Two days of accommodation at a lakeside golf hotel in Northern Ireland don't come cheap - and Britain has irritated its fellow Group of Eight states by sending them hefty advance bills for the summit it is hosting there.
In charging 1,000 pounds ($1,600) for each delegate apart from the leader and a chief adviser, Britain says it is only doing what other G8 host countries have done.
But other members of the club of wealthy nations, some of whom may send a support staff of 12-15 people, see it differently.
"As far as we know, this has never happened before," said an official from one European delegation, adding that London had only mentioned the issue of delegate fees a few days ago.

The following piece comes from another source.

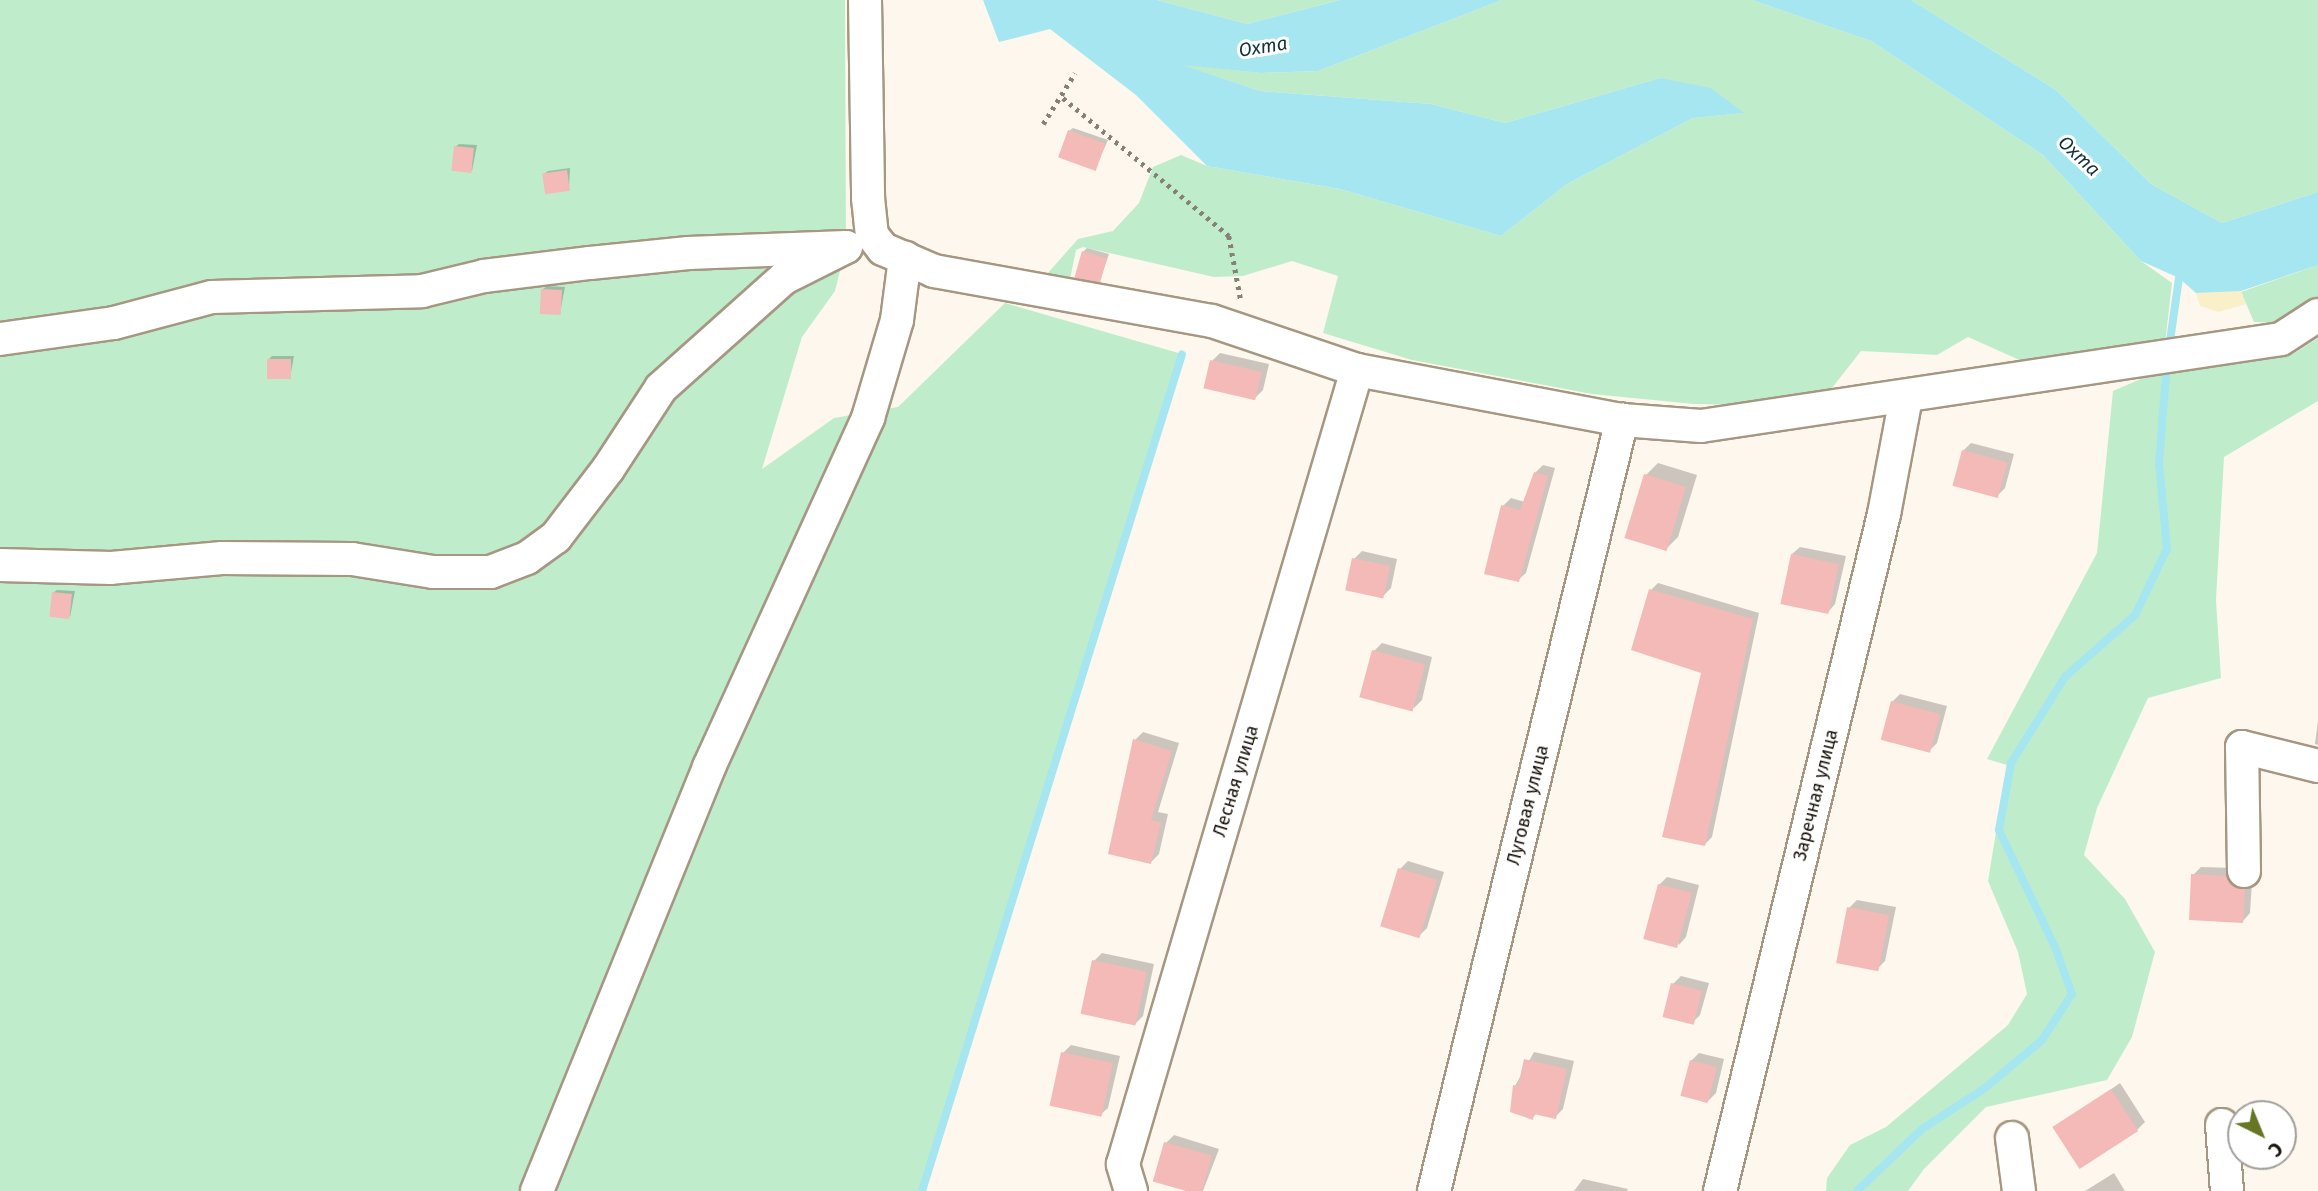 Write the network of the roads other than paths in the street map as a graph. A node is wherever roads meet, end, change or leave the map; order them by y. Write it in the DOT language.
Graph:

"It's unprecedented and hasn't been handled very well. The Japanese and Americans are saying: 'Hold on a minute, this hasn't been budgeted for'. There's some outrage."
An official from another delegation said Britain was doing itself no favours by being seen to "profit" from holding the G8 - an event that could boost the local economy to the tune of 40 million pounds, according to research carried out for Barclays Bank.
"A lot of people are uneasy with this," he said.
A spokesperson for the British government defended the arrangements for the gathering, taking place on June 17-18 at the Lough Erne golf resort in Enniskillen:
"It would be unprecedented for a G8 nation to foot the bill for the entire cost of delegations attending a Summit.
"We are paying for the accommodation of each G8 leader and their lead official. That's what we did at Gleneagles (where Britain hosted a G8 summit in 2005). And it's more than previous summits - for example, at the G8 summit hosted by France in 2011 only the cost of accommodation for the leader was met by the hosts."
Any perceived difference was "an administrative one", the spokesperson added.
"Delegations have been asked to settle the costs for accommodation and transport directly with us, and that's because we secured these early to ensure we could meet the needs of our visitors."
The G8 brings together Britain, Canada, France, Germany, Italy, Japan, Russia and the United States, while the European Union also attends the meeting, sending two representatives.
The summits have been held every year since 1975, when six countries first got together in Rambouillet, France.